TNF-alpha has proved to be a successful target in the treatment of many peripheral inflammatory diseases, but the same interventions worsen immune-mediated CNS disease. However, anti-TNF-alpha strategies may offer promise as therapy for non-immune CNS injury. In this study, we have microinjected IL-1beta or lipopolysaccharide (LPS) into the rat brain as a simple model of brain injury and have systemically administered the TNF-alpha antagonist etanercept to discover whether hepatic TNF-alpha, produced as part of the acute-phase response to CNS injury, modulates the inflammatory response in the brain. We report a significant reduction in neutrophil numbers recruited to the IL-1beta- or LPS-challenged brain as a result of TNF-alpha inhibition. We also show an attenuation in the levels of hepatic mRNA including TNF-alpha mRNA and of TNF-alpha-induced genes, such as the chemokines CCL-2, CXCL-5, and CXCL-10, although other chemokines elevated by the injury were not significantly changed. The reduction in hepatic chemokine synthesis results in reduced numbers of circulating neutrophils, and also a reduction in the numbers recruited to the liver as a consequence of brain injury. These findings suggest that TNF-alpha inhibitors may reduce CNS inflammatory responses by targeting the hepatic acute-phase response, and thus therapies for brain injury need not cross the blood-brain barrier to be effective.

Post-conditioning with lipopolysaccharide reduces the inflammatory infiltrate to the injured brain and spinal cord: a potential neuroprotective treatment.

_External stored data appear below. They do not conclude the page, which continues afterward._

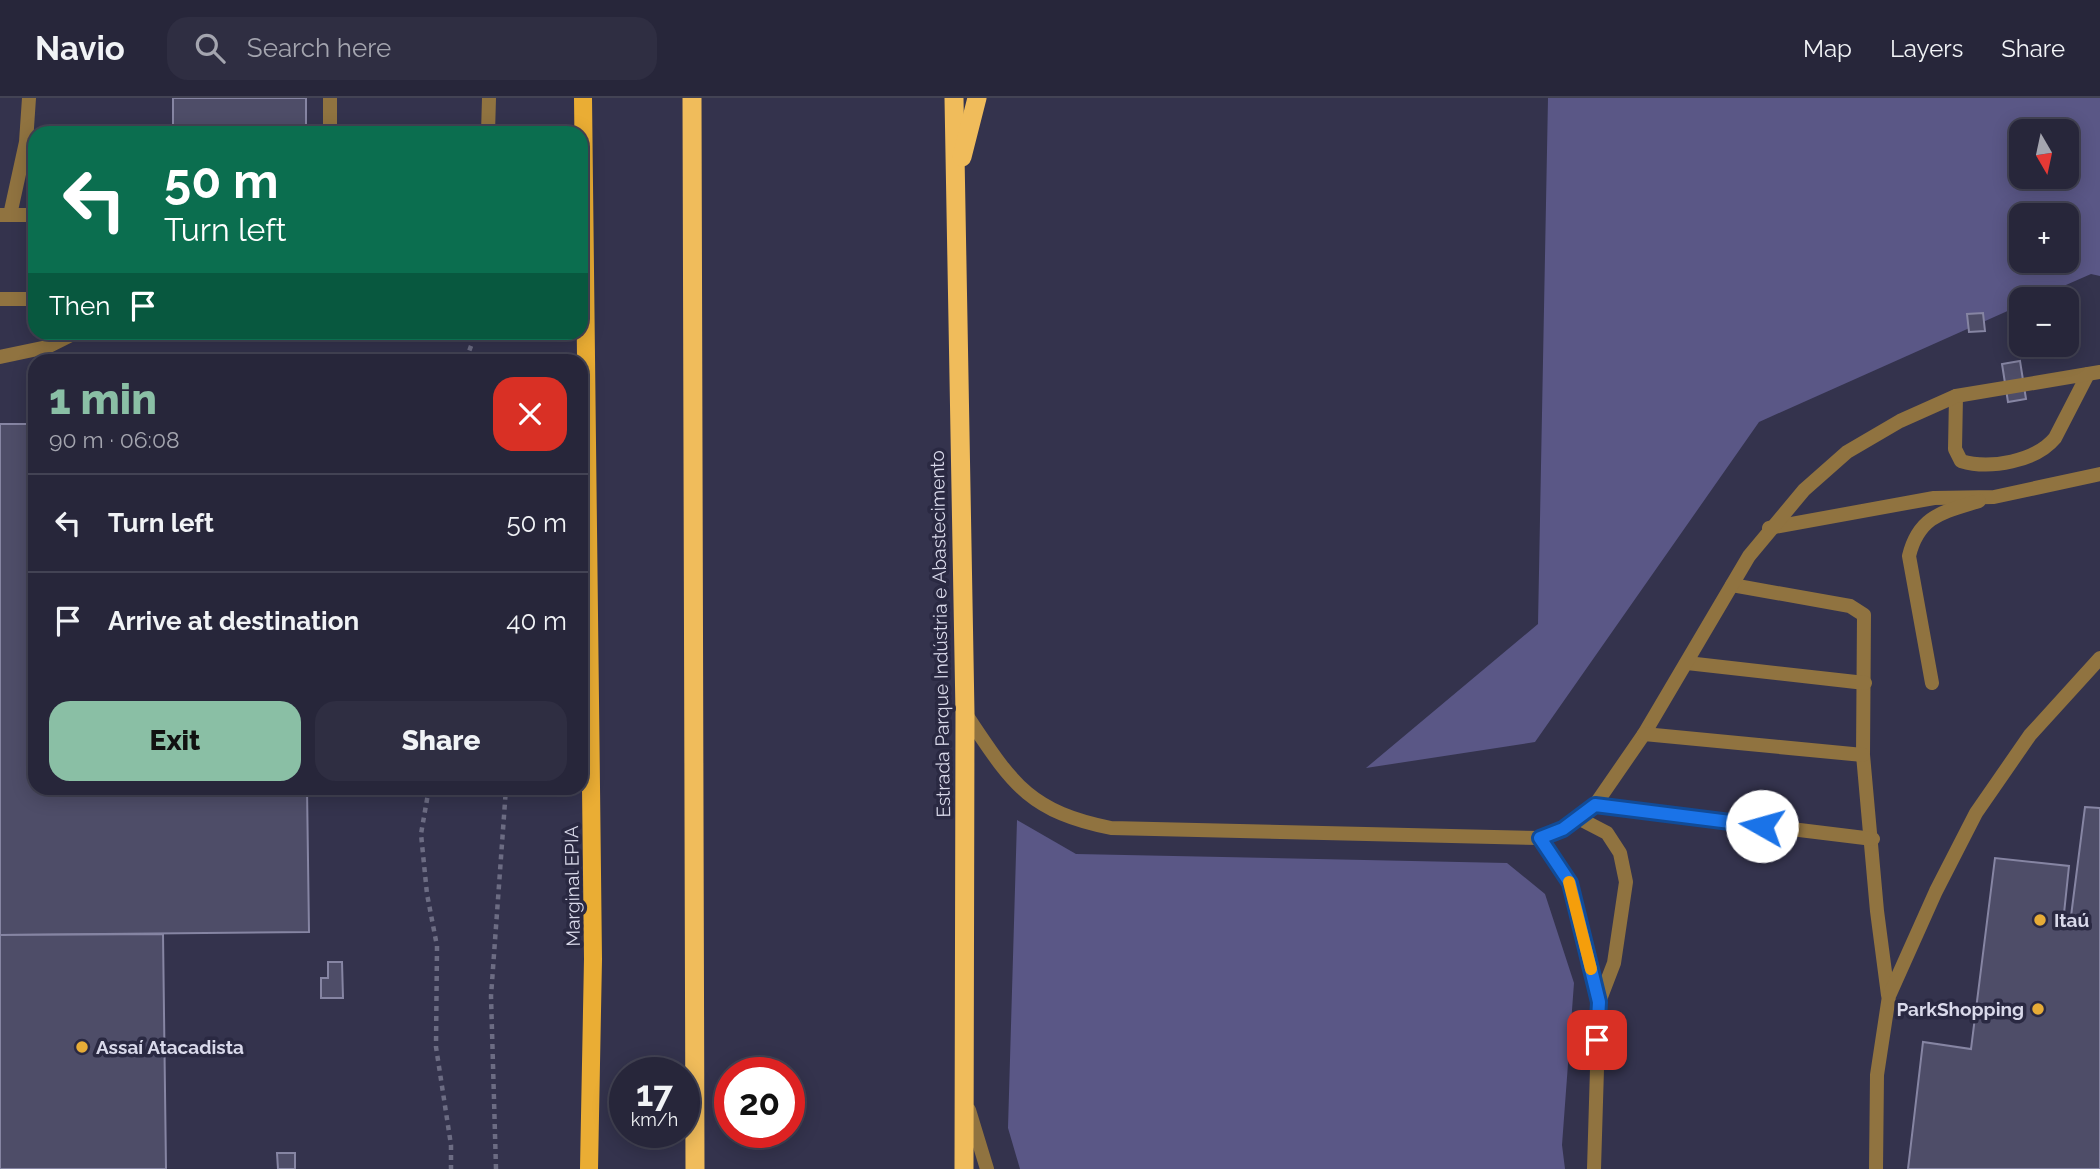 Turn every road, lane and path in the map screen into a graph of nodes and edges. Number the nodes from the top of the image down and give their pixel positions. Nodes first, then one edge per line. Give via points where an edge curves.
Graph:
1 (29, 98) edge
2 (330, 98) edge
3 (489, 98) edge
4 (583, 98) edge
5 (692, 98) edge
6 (954, 98) edge
7 (977, 98) edge
8 (330, 126) edge
9 (488, 126) edge
10 (583, 126) edge
11 (955, 185) junction
12 (5, 215) edge
13 (28, 215) edge
14 (0, 299) edge
15 (28, 299) edge
16 (61, 340) edge
17 (0, 357) edge
18 (2094, 373) edge
19 (1956, 396) junction
20 (2100, 474) edge
21 (1994, 497) junction
22 (1769, 528) junction
23 (1732, 585) junction
24 (588, 587) edge
25 (2100, 658) edge
26 (1687, 663) junction
27 (1865, 682) junction
28 (1931, 683) dead end
29 (965, 713) junction
30 (1644, 734) junction
31 (1863, 755) junction
32 (428, 795) edge
33 (505, 795) edge
34 (1595, 805) junction
35 (1580, 819) junction
36 (1540, 838) junction
37 (1872, 839) junction
38 (1889, 996) junction
39 (1599, 1002) junction
40 (964, 1094) junction
41 (451, 1169) edge
42 (496, 1169) edge
43 (589, 1169) edge
44 (695, 1169) edge
45 (964, 1169) edge
46 (987, 1169) edge
47 (1594, 1169) edge
48 (1876, 1169) edge

1 - 12 street via 26,142
2 - 8 street
3 - 9 street
4 - 10 main road, Marginal EPIA
5 - 44 highway
6 - 11 highway, Estrada Parque Indústria e Abastecimento
7 - 11 highway
11 - 29 highway, Estrada Parque Indústria e Abastecimento
12 - 13 street
14 - 15 street
16 - 17 street
18 - 19 street
18 - 19 street via 2054,438 2030,457 1978,464 1961,461 1955,449
19 - 22 street via 1847,452 1804,489
20 - 21 street
21 - 22 street via 1934,498
21 - 28 street via 1940,513 1923,525 1913,540 1909,556
22 - 23 street
23 - 26 street
23 - 27 street via 1860,610 1865,620
24 - 43 main road, Marginal EPIA via 593,959
25 - 38 street via 2030,735 1976,813
26 - 27 street
26 - 30 street
27 - 31 street
29 - 36 street via 1025,793 1074,820 1111,828
29 - 40 highway, Estrada Parque Indústria e Abastecimento
30 - 31 street
30 - 34 street
31 - 37 street
32 - 41 path via 421,834 437,946 436,1047
33 - 42 path via 491,996
34 - 35 street
34 - 37 street
35 - 36 street
35 - 39 street via 1607,833 1620,853 1626,882 1614,964
36 - 39 street via 1570,883
37 - 38 street
38 - 48 street via 1877,1075
39 - 47 street
40 - 45 highway, Estrada Parque Indústria e Abastecimento
40 - 46 street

Systemic infection often accompanies or precedes acute brain injury, but it remains unclear how the systemic response contributes to outcome. To examine this problem we have microinjected recombinant interleukin-1beta (IL-1beta), a cytokine associated with acute brain injury, into the rat brain parenchyma and either preceded or followed this challenge with the intravenous injection of lipopolysaccharide (LPS), which mimics systemic inflammatory response syndrome. The microinjection of IL-1beta alone into the brain parenchyma gives rise to leukocyte mobilization in the blood, and to the delayed recruitment of neutrophils and monocytes to the brain with no evidence of blood-brain barrier breakdown or overt neuronal cell death. Systemic LPS pre-conditioning resulted in a dose-dependent reduction both in the number of circulating leukocytes and in the number of leukocytes recruited to the brain parenchyma after 12 h. Surprisingly, LPS given two hours after injury was equally effective in reducing the recruitment of leukocytes to the brain, which is more relevant to the management of clinical disease. In a more clinically relevant model of spinal cord injury, intravenous LPS post-conditioning also reduced the numbers of leukocytes mobilized in the blood and recruited to the spinal cord and thus limited the breakdown of the blood-spinal cord barrier. The effects appear to be specific to LPS, as they were not observed after intravenous IL-1beta pre-conditioning. Our studies suggest that individual pro-inflammatory conditioning strategies may protect the injured central nervous system from the damaging consequences of leukocyte recruitment and may provide scope for novel therapeutic intervention.